How to Choose a Lender for Your Next Home Loan
If you have decided to move house in Singapore, you will find several different lenders who are willing to lend you the money to make your purchase, but how do you know which one is right for you? It can seem overwhelming to begin with, especially if you have never received and guidance or advice relating to the manner. Here is a guide on choosing a lender for your next home loan.
It is common to shop for mortgages depending on their rate. This means how much the repayments will cost you per month, and it is a good place to start. You will want to make sure that your mortgage repayments are as low as they can be. However, just because a mortgage has a fantastic rate, it doesn’t necessarily mean that it is the right one for you. There are a few other factors to consider that can affect the overall rate.
For example, your previous credit history may be a factor, with the last few years being more relevant for creditors to assess. The interest rate itself may be fixed, which means it’s locked in at the same rate for a set amount of time. You may also be offered a flexible rate, which means the interest rates applied to your mortgage change based on the state of the economy.
There are a few factors to consider before rushing into a mortgage. As mentioned above, just because a specific mortgage looks great on paper, it doesn’t mean it’s perfect for you. You should look into all the available types and consider your current financial situation too.
Main Types of Mortgages
The main types of mortgages available in Singapore are fixed or floating rates. A fixed-rate means that the rate is fixed for a set period of time. Your mortgage will remain the same regardless of whether the interest rates in Singapore go up or down during that time. This type of mortgage can be useful if you want to plan your budget.
A floating rate tracks the Singapore Interbank Offered Rate (SIBOR). This is the rate at which the banks lend money to each other, and this can fluctuate. Your mortgage payments will fluctuate as it tracks SIBOR meaning that your mortgage payments could vary from month to month. If rates are going down, you will save money, but if they are going up, then your payments will cost you more.
There are other types of rates available such as a BUC rate that is offered through an OCBC home loan for properties under construction. If you are unsure of the type of mortgage you want to apply for then visit the PropertyGuru website. They have a wealth of information about different lenders and types of mortgages, including the OCBC home loan, and they update their information daily so you can always see the best deals.
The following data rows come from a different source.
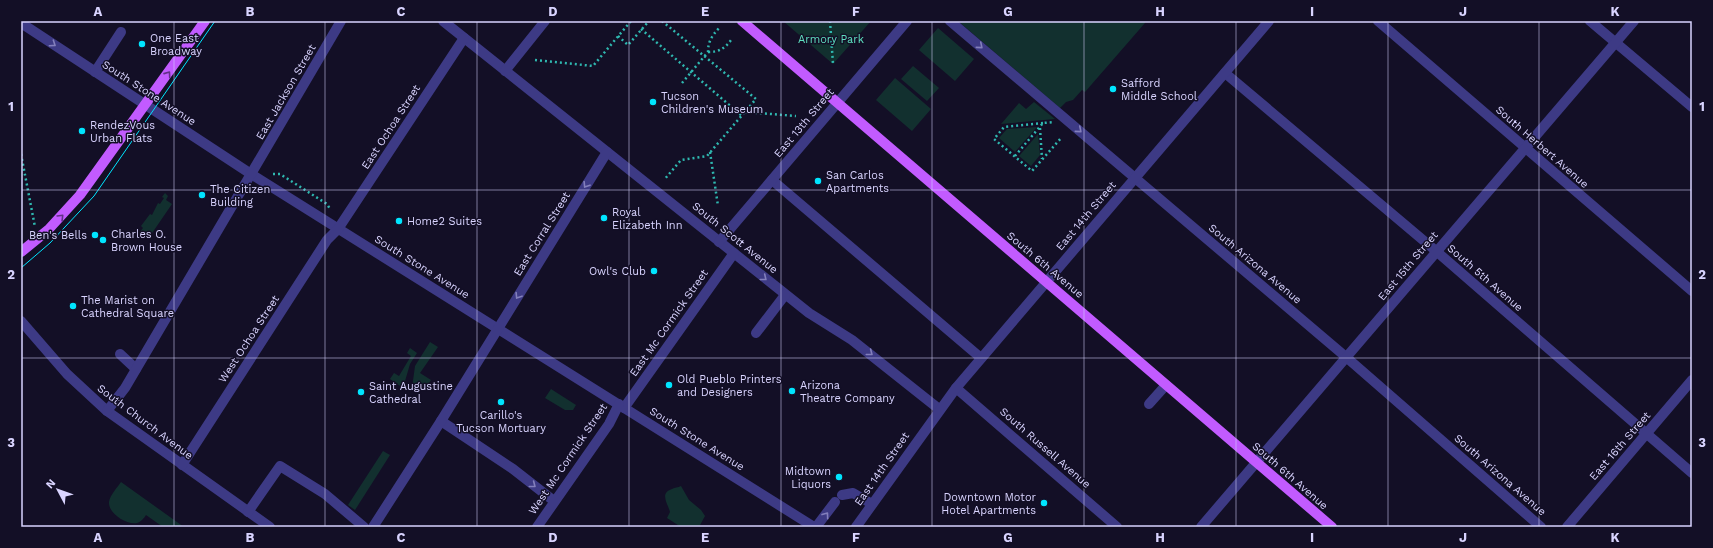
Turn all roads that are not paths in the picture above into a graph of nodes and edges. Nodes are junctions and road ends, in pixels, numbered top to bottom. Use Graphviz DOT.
graph roads {
  1 [pos="205,21"];
  2 [pos="341,21"];
  3 [pos="443,21"];
  4 [pos="545,21"];
  5 [pos="742,21"];
  6 [pos="907,21"];
  7 [pos="950,21"];
  8 [pos="1269,21"];
  9 [pos="1378,21"];
  10 [pos="1590,21"];
  11 [pos="1634,21"];
  12 [pos="21,22"];
  13 [pos="122,32"];
  14 [pos="464,38"];
  15 [pos="1615,42"];
  16 [pos="505,71"];
  17 [pos="95,72"];
  18 [pos="1225,73"];
  19 [pos="837,102"];
  20 [pos="145,106"];
  21 [pos="1692,107"];
  22 [pos="1524,148"];
  23 [pos="607,152"];
  24 [pos="251,174"];
  25 [pos="1135,178"];
  26 [pos="772,180"];
  27 [pos="338,229"];
  28 [pos="719,242"];
  29 [pos="1436,251"];
  30 [pos="21,252"];
  31 [pos="734,254"];
  32 [pos="1046,281"];
  33 [pos="1692,291"];
  34 [pos="786,295"];
  35 [pos="21,320"];
  36 [pos="498,328"];
  37 [pos="756,333"];
  38 [pos="120,354"];
  39 [pos="981,358"];
  40 [pos="1346,358"];
  41 [pos="136,369"];
  42 [pos="1692,380"];
  43 [pos="1166,385"];
  44 [pos="956,388"];
  45 [pos="1149,404"];
  46 [pos="622,406"];
  47 [pos="939,409"];
  48 [pos="107,411"];
  49 [pos="441,422"];
  50 [pos="1647,434"];
  51 [pos="1257,463"];
  52 [pos="182,465"];
  53 [pos="1692,473"];
  54 [pos="554,501"];
  55 [pos="872,504"];
  56 [pos="248,512"];
  57 [pos="270,527"];
  58 [pos="364,527"];
  59 [pos="373,527"];
  60 [pos="537,527"];
  61 [pos="815,527"];
  62 [pos="856,527"];
  63 [pos="1118,527"];
  64 [pos="1202,527"];
  65 [pos="1332,527"];
  66 [pos="1541,527"];
  67 [pos="1567,527"];
  20 -- 1 [label="main road, one-way"];
  2 -- 24 [label="street, East Jackson Street"];
  3 -- 14 [label="street, South Scott Avenue"];
  4 -- 16 [label="street"];
  5 -- 19 [label="main road, South 6th Avenue"];
  6 -- 19 [label="street, East 13th Street"];
  7 -- 25 [label="street, South Arizona Avenue, one-way"];
  8 -- 18 [label="street, East 14th Street"];
  9 -- 22 [label="street, South Herbert Avenue"];
  10 -- 15 [label="street"];
  11 -- 15 [label="street, East 15th Street"];
  12 -- 17 [label="street, South Stone Avenue, one-way"];
  13 -- 17 [label="street"];
  14 -- 16 [label="street, South Scott Avenue"];
  14 -- 27 [label="street, East Ochoa Street"];
  15 -- 21 [label="street"];
  15 -- 22 [label="street, East 15th Street"];
  16 -- 23 [label="street, South Scott Avenue"];
  17 -- 20 [label="street, South Stone Avenue"];
  18 -- 25 [label="street, East 14th Street"];
  18 -- 29 [label="street, South 5th Avenue"];
  19 -- 26 [label="street, East 13th Street"];
  19 -- 32 [label="main road, South 6th Avenue"];
  20 -- 24 [label="street, South Stone Avenue"];
  30 -- 20 [label="main road, one-way"];
  22 -- 29 [label="street, East 15th Street"];
  22 -- 33 [label="street, South Herbert Avenue"];
  23 -- 28 [label="street, South Scott Avenue"];
  23 -- 36 [label="street, East Corral Street, one-way"];
  24 -- 27 [label="street, South Stone Avenue"];
  24 -- 41 [label="street, East Jackson Street"];
  25 -- 32 [label="street, East 14th Street"];
  25 -- 40 [label="street, South Arizona Avenue"];
  26 -- 28 [label="street, East 13th Street"];
  26 -- 39 [label="street"];
  27 -- 36 [label="street, South Stone Avenue"];
  27 -- 52 [label="street, West Ochoa Street"];
  28 -- 31 [label="street, South Scott Avenue"];
  29 -- 40 [label="street, East 15th Street"];
  29 -- 50 [label="street, South 5th Avenue"];
  31 -- 34 [label="street, South Scott Avenue, one-way"];
  31 -- 46 [label="street, East Mc Cormick Street"];
  32 -- 39 [label="street, East 14th Street"];
  32 -- 43 [label="main road, South 6th Avenue"];
  34 -- 37 [label="street"];
  34 -- 47 [label="street, South Scott Avenue, one-way"];
  35 -- 48 [label="street, South Church Avenue"];
  36 -- 46 [label="street, South Stone Avenue"];
  36 -- 49 [label="street, East Corral Street"];
  38 -- 41 [label="street"];
  39 -- 44 [label="street, East 14th Street"];
  40 -- 51 [label="street, East 15th Street"];
  40 -- 66 [label="street, South Arizona Avenue"];
  41 -- 48 [label="street, East Jackson Street"];
  42 -- 50 [label="street, East 16th Street"];
  43 -- 45 [label="street"];
  43 -- 51 [label="main road, South 6th Avenue"];
  44 -- 47 [label="street, East 14th Street"];
  44 -- 63 [label="street, South Russell Avenue"];
  46 -- 54 [label="street, West Mc Cormick Street"];
  46 -- 61 [label="street, South Stone Avenue"];
  47 -- 55 [label="street, East 14th Street"];
  48 -- 52 [label="street, South Church Avenue"];
  49 -- 54 [label="street, one-way"];
  49 -- 59 [label="street, East Corral Street"];
  50 -- 53 [label="street, South 5th Avenue"];
  50 -- 67 [label="street, East 16th Street"];
  51 -- 64 [label="street, East 15th Street"];
  51 -- 65 [label="main road, South 6th Avenue"];
  52 -- 56 [label="street, South Church Avenue"];
  54 -- 60 [label="street, West Mc Cormick Street"];
  61 -- 55 [label="street, one-way"];
  55 -- 62 [label="street, East 14th Street"];
  56 -- 57 [label="street, South Church Avenue"];
  56 -- 58 [label="street"];
}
You may have seen a brilliant mortgage deal but, unfortunately, that doesn’t always mean that you will be eligible to apply for it. Lenders take many different things into consideration before they will decide to lend you money. They will look at your financial conduct history to gauge how likely you are to repay the loan. If you have poor credit you will be considered high risk and that may mean that the bank offers you a higher interest rate or refuse to lend to you.
Your eligibility is also dependent on your salary. The lender will look at your pay slips and bank statements to decide how much money they want to lend you, and this can be an issue if they deem your dream home to be out of your price range. You may need to look at another lender or rethink your new property.
To confirm your eligibility for a loan once you think you have found the right lender, ask for an agreement in principle. This will state how much money the lender might be willing to offer you subject to final checks and finding a suitable property.
The loan-to-value is the difference between how much the property costs and how much you want to borrow. If you want to borrow a lot of money against the value of the property, then lenders are taking a higher risk giving you the money. This is because, if you don’t keep up with your payments and the housing market falls then they may not be able to recoup their losses by repossessing your home. If your loan to value is low, then you are seen as less of a risk.
Lenders will often set rates depending on your loan to value to factor in their risk. This means that although you are a good credit risk, the property might not be, and you may not be eligible for a lender’s best rates. Another lender might be able to offer you a better deal, so you need to consider this. Also, shop around for the best mortgage.
A lender may be able to offer you a great rate but don’t forget to check the mortgage fees. Some lenders charge more than others to set up the mortgage and this can make a huge difference to the overall cost. If you have to part with a large setup fee upfront this could affect your deposit and mean that you are not offered the best deal. Some lenders will allow you to add the setup fee to the mortgage, but they will charge you interest on this which can add up substantially over the term of the mortgage. When comparing lenders don’t forget to incorporate the entire cost of the mortgage rather than just the monthly payment.
Once you have considered these factors and shopped around, you are ready to choose a lender for your next home loan. When you have contacted a lender and got an agreement, you will then be able to focus on searching for the actual homes if you haven’t already.